Acotó que ante tal determinación, formuló proceso ordinario laboral en contra de la referida administradora de pensiones, asunto del cual conoció el Juzgado Tercero Laboral del Circuito de Manizales, quien, al resolver el asunto, desestimó sus pedimentos por no haber acreditado el cumplimiento de las exigencias previstas en el artículo 12 del Acuerdo 049 de 1990, aplicable en virtud del régimen de transición consagrado en el artículo 36 de la Ley 100 de 1993, decisión que confirmó la Sala Laboral del Tribunal Superior del Distrito Judicial de Manizales bajo argumentos similares.
Como soporte de su queja expuso que el asunto se debió resolver a la luz del principio de favorabilidad, en armonía con lo dispuesto en el literal f) del artículo 13 y literales a) y b) del artículo 33 de la Ley 100 de 1993, junto con lo resuelto por la Corte Constitucional en diferentes acciones de tutela, donde ha admitido la «acumulación a entidades tanto públicas como privadas».
Por lo anterior, solicita al juez de tutela que se conceda el amparo de los derechos fundamentales invocados y, en consecuencia, se deje sin valor y sin efecto las sentencias proferidas por las autoridades judiciales accionadas, para en su lugar proceder con el reconocimiento de la pensión de vejez, la cual deberá cancelarse a partir del 1º de enero de 2014, junto con los intereses moratorios o, en su defecto, la indexación.
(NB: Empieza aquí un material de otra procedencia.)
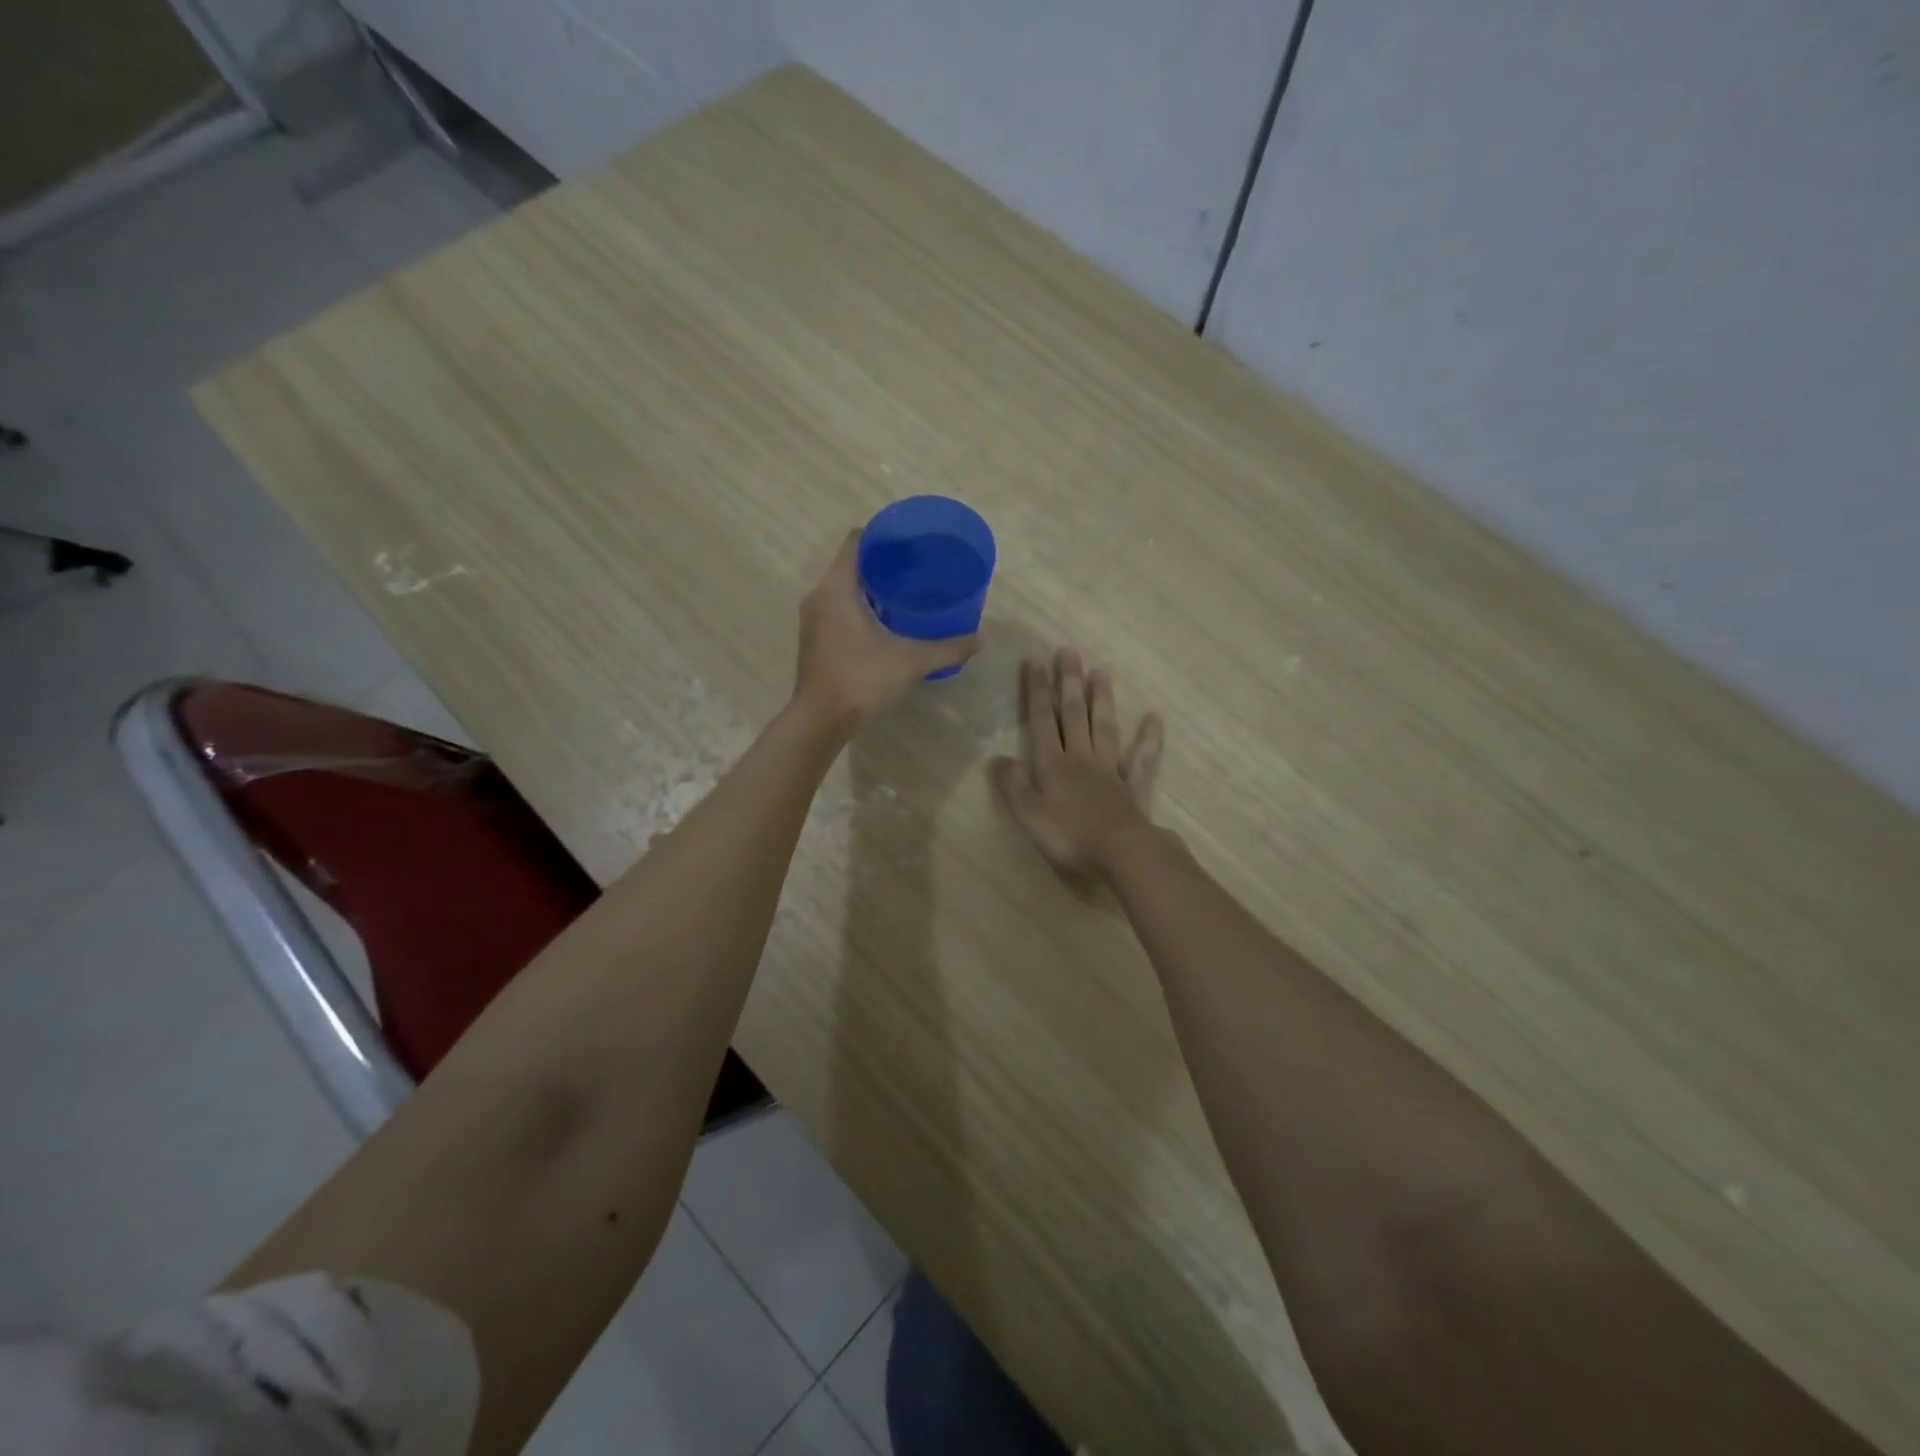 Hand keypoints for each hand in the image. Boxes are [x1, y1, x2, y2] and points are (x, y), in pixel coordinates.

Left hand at [794, 529, 979, 727]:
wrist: (820, 721)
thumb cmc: (861, 681)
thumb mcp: (910, 662)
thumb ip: (947, 648)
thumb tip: (981, 639)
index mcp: (837, 588)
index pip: (857, 541)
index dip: (884, 535)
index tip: (911, 542)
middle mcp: (819, 596)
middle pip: (852, 563)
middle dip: (884, 562)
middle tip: (918, 567)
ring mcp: (813, 618)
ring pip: (845, 587)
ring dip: (872, 586)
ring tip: (907, 592)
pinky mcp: (815, 638)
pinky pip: (839, 607)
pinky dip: (861, 606)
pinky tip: (887, 620)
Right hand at [991, 648, 1164, 878]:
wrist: (1120, 852)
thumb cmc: (1069, 835)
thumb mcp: (1028, 813)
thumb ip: (1012, 784)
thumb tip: (997, 758)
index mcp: (1053, 764)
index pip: (1041, 720)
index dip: (1037, 691)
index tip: (1034, 661)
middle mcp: (1081, 758)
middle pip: (1074, 714)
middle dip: (1069, 682)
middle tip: (1069, 652)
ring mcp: (1111, 770)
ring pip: (1105, 727)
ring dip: (1101, 699)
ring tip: (1101, 672)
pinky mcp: (1134, 787)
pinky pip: (1142, 758)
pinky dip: (1148, 738)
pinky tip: (1154, 718)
Mediante auto calendado de 17 de agosto de 2016 esta Sala de la Corte admitió la acción tutela, ordenó notificar a las autoridades accionadas e informar a los demás intervinientes en el proceso que originó la presente acción, con el fin de que ejercieran el derecho de defensa y contradicción. Dentro del término de traslado no se recibió respuesta por parte de las autoridades querelladas.
CONSIDERACIONES La Constitución de 1991 consagró la acción de tutela como uno de los mecanismos para garantizar la eficacia de los derechos fundamentales. Esta Sala de la Corte ha sido del criterio que no procede la tutela contra providencias o sentencias judiciales, atendiendo los principios de la cosa juzgada, la independencia y autonomía de los jueces, y entre otras razones fundamentales, por ausencia de base normativa.
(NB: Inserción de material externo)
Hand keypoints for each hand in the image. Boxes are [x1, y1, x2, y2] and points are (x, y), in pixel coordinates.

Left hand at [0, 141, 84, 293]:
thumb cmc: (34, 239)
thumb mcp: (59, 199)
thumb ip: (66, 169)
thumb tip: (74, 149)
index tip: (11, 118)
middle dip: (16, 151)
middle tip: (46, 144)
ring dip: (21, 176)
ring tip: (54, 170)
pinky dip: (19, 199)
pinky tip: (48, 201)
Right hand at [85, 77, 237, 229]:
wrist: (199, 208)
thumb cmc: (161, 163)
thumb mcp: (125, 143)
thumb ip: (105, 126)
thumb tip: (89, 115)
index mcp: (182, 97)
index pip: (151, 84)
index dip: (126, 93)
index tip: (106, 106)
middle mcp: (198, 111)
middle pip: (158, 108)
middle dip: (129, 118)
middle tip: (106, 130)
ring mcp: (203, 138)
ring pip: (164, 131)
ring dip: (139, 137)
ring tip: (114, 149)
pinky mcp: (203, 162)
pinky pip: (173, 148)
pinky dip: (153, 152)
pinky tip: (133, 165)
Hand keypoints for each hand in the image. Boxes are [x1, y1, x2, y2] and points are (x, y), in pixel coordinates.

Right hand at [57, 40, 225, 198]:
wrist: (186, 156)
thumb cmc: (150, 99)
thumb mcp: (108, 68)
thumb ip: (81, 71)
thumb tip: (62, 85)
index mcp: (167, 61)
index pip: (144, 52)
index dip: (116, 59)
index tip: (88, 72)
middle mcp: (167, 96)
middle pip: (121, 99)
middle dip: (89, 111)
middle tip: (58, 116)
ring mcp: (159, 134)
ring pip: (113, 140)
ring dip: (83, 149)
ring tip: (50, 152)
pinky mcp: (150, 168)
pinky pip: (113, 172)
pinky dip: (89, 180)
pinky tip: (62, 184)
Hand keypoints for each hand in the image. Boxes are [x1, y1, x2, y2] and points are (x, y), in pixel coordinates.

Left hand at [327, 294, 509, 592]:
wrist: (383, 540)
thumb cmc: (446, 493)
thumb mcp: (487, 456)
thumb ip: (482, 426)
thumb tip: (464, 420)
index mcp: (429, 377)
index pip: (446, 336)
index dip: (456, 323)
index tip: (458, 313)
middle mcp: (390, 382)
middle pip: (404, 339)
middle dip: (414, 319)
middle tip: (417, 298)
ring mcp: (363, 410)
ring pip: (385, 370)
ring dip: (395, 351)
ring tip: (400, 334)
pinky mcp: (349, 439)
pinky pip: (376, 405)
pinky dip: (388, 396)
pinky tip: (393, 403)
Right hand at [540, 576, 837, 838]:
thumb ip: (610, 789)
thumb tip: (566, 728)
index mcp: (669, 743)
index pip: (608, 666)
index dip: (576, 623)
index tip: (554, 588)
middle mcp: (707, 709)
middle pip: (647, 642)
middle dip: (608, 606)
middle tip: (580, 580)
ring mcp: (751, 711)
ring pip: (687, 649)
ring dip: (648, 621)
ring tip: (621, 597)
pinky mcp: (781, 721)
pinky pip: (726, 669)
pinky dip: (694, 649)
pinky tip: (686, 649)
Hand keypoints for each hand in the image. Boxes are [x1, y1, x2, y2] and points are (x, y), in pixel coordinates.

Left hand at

Sobre la premisa de ausencia de norma positiva la Sala sostuvo la tesis de la improcedencia de la tutela contra providencias judiciales. Pero esta carencia ha sido suplida por la jurisprudencia de modo que hoy no es posible desconocer su arraigo y afianzamiento en todas las jurisdicciones, en especial en las otras Salas de nuestra Corporación; esta realidad impone morigerar aquella postura, cuando en casos concretos y excepcionales, con las actuaciones u omisiones de los jueces, resulten violados en forma evidente derechos constitucionales fundamentales.
La prosecución de la eficacia de los derechos fundamentales, ha de acompasarse con otros valores del Estado de derecho, en especial, en lo que concierne a la administración de justicia, con el de la seguridad jurídica, en especial la que realiza el instituto de la cosa juzgada, y el principio constitucional de la independencia y autonomía de los jueces.
Las reglas de interpretación del derecho en el terreno de los valores y de los principios, enseñan que la actuación de uno de ellos no supone la aniquilación de otro, sino que todos han de ser ponderados de manera que hallen cabida, consintiendo grados de aplicación que no afecten su núcleo esencial. No obstante lo anterior sigue siendo valor esencial para la Sala que la tutela contra sentencias judiciales no puede ser medio ni pretexto para abolir la independencia del Juez, consagrada en el artículo 228 de la Carta Política, sustituyendo al juez natural.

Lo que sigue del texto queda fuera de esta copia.